Available records =
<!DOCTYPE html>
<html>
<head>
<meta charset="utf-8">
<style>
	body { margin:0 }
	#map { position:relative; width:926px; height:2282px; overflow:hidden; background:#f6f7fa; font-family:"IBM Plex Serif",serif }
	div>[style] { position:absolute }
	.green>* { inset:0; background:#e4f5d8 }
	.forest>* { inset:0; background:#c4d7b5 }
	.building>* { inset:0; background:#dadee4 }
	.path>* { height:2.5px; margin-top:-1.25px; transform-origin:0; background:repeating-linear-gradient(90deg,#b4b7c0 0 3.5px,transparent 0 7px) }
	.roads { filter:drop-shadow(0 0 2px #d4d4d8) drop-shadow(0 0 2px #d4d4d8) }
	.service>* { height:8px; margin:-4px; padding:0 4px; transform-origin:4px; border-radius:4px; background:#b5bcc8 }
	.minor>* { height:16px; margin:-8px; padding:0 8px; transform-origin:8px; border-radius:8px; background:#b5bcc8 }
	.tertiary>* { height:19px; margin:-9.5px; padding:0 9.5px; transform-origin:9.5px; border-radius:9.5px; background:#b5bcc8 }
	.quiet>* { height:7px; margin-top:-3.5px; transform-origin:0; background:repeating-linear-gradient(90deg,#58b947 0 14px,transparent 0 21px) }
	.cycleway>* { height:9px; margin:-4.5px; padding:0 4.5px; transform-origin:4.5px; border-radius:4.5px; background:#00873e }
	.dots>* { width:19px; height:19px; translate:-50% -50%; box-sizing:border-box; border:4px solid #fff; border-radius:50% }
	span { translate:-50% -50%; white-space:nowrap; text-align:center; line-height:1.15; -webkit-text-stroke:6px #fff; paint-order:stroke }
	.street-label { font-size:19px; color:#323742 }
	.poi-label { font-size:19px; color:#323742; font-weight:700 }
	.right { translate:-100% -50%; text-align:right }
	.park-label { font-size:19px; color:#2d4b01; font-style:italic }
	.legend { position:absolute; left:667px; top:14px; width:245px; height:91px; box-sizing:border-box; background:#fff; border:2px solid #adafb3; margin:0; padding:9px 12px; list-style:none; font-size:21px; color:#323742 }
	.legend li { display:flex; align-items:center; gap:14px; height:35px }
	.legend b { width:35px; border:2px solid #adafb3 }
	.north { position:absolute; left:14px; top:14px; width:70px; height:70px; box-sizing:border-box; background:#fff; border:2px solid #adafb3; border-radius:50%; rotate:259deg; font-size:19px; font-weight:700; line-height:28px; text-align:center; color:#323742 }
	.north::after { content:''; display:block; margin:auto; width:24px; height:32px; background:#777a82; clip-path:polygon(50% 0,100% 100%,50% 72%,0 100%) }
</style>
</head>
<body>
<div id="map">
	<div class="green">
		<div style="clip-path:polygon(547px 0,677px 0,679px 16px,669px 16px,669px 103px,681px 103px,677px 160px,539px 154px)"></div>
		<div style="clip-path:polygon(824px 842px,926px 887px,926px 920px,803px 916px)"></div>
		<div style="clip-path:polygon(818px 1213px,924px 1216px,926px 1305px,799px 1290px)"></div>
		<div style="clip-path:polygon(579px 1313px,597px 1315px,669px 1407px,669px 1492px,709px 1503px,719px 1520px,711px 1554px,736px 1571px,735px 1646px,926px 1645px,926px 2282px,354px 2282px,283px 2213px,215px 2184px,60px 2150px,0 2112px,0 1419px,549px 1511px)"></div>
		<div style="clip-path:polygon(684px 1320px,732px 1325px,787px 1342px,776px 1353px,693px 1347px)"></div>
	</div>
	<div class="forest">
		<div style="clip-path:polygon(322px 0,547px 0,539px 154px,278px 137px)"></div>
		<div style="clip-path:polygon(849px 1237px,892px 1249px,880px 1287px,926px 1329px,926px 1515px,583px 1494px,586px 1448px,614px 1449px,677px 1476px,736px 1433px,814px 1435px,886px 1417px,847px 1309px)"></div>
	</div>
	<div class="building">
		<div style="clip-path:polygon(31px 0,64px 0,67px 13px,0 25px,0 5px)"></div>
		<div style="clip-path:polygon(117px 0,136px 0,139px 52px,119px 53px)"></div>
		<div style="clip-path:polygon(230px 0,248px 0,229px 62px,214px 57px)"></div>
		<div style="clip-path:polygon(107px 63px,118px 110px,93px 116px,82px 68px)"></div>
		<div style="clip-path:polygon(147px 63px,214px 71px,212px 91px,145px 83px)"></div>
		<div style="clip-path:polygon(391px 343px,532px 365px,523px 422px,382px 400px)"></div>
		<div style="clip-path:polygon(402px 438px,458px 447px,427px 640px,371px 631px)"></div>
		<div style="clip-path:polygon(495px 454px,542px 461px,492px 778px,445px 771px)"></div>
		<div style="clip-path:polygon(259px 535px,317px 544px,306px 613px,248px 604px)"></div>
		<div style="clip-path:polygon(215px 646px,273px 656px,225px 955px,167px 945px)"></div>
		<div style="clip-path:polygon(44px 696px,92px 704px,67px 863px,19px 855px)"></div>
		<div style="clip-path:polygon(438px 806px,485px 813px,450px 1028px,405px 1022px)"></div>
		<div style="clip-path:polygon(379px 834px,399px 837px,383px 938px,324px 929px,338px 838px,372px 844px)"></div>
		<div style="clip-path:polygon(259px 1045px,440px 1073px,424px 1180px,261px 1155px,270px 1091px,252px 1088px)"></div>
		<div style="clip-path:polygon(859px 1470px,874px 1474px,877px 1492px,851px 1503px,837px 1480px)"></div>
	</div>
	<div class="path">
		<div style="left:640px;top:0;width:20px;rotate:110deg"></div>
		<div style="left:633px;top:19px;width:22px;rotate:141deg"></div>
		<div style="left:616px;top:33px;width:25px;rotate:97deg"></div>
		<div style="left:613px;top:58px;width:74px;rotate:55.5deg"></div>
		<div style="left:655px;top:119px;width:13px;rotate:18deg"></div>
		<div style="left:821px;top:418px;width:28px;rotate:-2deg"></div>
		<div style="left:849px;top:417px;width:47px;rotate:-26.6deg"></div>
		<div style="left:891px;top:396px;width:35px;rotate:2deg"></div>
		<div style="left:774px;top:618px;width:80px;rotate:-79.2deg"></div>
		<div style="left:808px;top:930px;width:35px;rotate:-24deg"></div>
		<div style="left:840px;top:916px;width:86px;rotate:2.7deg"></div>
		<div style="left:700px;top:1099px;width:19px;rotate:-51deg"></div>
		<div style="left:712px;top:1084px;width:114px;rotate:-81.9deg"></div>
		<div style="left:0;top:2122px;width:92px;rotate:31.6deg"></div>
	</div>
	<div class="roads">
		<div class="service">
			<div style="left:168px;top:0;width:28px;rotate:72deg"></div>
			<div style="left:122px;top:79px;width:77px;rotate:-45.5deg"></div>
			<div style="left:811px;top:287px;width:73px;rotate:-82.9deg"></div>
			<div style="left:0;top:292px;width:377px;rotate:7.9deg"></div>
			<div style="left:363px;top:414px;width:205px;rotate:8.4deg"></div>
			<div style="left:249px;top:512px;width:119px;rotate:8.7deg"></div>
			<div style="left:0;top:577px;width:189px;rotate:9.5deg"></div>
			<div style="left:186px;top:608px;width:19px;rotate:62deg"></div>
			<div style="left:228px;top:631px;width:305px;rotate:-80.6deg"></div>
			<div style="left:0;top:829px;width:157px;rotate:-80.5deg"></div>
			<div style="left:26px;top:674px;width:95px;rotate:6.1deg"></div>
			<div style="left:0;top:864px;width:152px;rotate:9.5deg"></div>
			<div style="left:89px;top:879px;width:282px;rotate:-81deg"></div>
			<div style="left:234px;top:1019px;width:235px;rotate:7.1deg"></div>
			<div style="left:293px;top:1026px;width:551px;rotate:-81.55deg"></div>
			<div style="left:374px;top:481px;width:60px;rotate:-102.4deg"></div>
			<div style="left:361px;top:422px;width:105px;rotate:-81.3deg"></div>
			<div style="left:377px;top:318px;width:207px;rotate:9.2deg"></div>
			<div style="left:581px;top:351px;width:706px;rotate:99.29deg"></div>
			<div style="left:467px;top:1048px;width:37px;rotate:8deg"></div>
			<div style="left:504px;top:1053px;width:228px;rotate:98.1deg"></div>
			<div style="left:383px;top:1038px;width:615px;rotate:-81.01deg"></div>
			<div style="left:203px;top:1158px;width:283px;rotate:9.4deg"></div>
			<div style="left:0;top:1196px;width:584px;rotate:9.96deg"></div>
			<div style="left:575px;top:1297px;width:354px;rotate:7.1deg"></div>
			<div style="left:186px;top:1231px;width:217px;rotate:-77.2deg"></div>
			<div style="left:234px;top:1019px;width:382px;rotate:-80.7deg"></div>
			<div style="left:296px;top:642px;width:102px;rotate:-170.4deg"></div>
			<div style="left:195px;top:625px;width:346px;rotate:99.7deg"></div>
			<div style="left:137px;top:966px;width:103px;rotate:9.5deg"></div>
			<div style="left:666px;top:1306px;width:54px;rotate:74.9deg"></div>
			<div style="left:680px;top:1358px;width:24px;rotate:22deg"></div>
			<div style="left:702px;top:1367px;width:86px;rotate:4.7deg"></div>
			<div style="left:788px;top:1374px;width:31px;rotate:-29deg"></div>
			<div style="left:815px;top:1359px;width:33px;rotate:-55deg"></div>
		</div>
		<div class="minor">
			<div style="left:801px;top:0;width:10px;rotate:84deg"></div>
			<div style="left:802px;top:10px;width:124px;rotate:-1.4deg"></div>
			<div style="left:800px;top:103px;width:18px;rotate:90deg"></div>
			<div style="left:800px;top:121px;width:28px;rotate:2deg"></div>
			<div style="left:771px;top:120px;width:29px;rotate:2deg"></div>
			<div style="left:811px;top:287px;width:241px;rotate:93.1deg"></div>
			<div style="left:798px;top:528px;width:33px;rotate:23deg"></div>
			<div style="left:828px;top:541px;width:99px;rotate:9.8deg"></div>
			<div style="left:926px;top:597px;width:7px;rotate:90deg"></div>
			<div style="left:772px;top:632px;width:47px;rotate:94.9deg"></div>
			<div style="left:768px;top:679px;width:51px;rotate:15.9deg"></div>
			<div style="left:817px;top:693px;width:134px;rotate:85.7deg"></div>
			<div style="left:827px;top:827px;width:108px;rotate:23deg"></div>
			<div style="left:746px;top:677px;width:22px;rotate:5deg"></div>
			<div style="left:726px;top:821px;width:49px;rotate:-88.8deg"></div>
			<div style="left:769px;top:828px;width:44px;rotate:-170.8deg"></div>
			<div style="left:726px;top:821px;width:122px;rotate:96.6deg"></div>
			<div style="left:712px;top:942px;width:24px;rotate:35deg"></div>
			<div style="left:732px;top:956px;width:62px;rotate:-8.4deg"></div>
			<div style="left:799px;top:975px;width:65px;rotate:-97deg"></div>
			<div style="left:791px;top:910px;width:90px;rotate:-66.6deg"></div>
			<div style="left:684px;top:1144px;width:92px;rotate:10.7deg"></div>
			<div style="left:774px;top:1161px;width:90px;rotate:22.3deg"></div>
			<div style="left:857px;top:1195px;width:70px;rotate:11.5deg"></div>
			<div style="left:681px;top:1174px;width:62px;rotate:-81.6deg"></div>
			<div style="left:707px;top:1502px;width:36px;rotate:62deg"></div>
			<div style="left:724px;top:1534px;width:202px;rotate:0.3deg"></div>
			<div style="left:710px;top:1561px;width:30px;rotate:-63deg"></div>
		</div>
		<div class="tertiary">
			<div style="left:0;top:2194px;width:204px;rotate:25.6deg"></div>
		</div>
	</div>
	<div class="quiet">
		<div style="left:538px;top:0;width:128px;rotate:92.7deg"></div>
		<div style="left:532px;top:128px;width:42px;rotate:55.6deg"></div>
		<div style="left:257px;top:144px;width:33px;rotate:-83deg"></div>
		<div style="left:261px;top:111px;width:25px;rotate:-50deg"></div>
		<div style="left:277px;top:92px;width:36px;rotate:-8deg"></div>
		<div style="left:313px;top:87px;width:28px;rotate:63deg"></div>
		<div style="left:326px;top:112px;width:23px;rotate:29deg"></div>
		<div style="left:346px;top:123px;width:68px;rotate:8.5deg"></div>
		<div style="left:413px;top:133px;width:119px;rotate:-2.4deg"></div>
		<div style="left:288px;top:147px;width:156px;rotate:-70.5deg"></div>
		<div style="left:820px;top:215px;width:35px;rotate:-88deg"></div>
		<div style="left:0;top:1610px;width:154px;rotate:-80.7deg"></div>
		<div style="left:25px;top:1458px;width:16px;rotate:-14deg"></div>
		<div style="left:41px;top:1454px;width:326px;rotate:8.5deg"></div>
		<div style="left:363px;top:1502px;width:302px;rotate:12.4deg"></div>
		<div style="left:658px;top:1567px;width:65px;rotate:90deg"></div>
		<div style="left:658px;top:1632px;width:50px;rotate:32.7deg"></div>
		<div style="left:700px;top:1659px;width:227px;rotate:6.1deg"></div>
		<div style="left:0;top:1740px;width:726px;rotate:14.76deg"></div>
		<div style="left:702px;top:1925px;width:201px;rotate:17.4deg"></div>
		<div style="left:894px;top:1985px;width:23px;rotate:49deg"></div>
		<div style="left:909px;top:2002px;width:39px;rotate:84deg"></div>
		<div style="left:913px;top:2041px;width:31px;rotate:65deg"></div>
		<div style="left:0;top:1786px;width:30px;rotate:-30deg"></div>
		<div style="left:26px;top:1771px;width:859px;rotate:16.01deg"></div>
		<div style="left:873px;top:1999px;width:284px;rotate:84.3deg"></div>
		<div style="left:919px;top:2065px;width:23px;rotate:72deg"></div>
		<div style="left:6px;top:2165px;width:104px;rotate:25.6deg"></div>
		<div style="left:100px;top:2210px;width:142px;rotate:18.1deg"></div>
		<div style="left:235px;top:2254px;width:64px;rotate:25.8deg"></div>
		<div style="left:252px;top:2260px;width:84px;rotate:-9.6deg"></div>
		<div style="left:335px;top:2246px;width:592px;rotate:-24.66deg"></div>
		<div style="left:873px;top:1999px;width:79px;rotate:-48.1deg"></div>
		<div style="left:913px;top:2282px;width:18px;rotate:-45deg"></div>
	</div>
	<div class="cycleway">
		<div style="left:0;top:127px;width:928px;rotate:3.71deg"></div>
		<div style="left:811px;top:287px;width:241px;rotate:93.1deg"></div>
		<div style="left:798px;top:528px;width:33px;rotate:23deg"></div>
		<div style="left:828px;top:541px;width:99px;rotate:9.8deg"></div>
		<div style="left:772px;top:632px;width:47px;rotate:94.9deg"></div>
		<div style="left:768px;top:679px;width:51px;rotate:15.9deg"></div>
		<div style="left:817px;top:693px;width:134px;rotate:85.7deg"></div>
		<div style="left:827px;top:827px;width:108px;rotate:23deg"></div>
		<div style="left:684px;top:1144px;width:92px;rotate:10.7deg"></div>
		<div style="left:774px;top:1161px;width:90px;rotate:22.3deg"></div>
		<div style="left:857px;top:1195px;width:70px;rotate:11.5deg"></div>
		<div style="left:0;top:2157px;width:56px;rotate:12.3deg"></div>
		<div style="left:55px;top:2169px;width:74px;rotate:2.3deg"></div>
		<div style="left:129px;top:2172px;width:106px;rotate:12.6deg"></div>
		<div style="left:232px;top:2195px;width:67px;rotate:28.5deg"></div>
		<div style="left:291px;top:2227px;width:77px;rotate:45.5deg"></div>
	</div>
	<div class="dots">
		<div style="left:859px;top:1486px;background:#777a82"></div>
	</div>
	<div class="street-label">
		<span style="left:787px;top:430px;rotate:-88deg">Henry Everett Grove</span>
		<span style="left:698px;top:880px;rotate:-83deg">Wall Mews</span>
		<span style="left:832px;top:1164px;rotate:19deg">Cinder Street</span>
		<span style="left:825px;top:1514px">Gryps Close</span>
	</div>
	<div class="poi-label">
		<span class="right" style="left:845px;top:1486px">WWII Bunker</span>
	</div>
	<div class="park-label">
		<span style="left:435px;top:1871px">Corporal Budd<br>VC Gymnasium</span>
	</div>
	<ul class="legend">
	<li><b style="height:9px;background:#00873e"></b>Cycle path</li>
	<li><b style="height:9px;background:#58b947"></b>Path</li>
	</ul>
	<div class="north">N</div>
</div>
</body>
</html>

Assignment = Up to and including the line that contains "translate:-100% -50%; text-align:right", restate each line of the material above word for word, beginning with its first line.

Answer section =
<!DOCTYPE html>
<html>
<head>
<meta charset="utf-8">
<style>
	body { margin:0 }
	#map { position:relative; width:926px; height:2282px; overflow:hidden; background:#f6f7fa; font-family:"IBM Plex Serif",serif }
	div>[style] { position:absolute }
	.green>* { inset:0; background:#e4f5d8 }
	.forest>* { inset:0; background:#c4d7b5 }
	.building>* { inset:0; background:#dadee4 }
	.path>* { height:2.5px; margin-top:-1.25px; transform-origin:0; background:repeating-linear-gradient(90deg,#b4b7c0 0 3.5px,transparent 0 7px) }
	.roads { filter:drop-shadow(0 0 2px #d4d4d8) drop-shadow(0 0 2px #d4d4d8) }
	.service>* { height:8px; margin:-4px; padding:0 4px; transform-origin:4px; border-radius:4px; background:#b5bcc8 }
	.minor>* { height:16px; margin:-8px; padding:0 8px; transform-origin:8px; border-radius:8px; background:#b5bcc8 }
	.tertiary>* { height:19px; margin:-9.5px; padding:0 9.5px; transform-origin:9.5px; border-radius:9.5px; background:#b5bcc8 }
	.quiet>* { height:7px; margin-top:-3.5px; transform-origin:0; background:repeating-linear-gradient(90deg,#58b947 0 14px,transparent 0 21px) }
	.cycleway>* { height:9px; margin:-4.5px; padding:0 4.5px; transform-origin:4.5px; border-radius:4.5px; background:#00873e }
	.dots>* { width:19px; height:19px; translate:-50% -50%; box-sizing:border-box; border:4px solid #fff; border-radius:50% }
	span { translate:-50% -50%; white-space:nowrap; text-align:center; line-height:1.15; -webkit-text-stroke:6px #fff; paint-order:stroke }
	.street-label { font-size:19px; color:#323742 }
	.poi-label { font-size:19px; color:#323742; font-weight:700 }
	.right { translate:-100% -50%; text-align:right }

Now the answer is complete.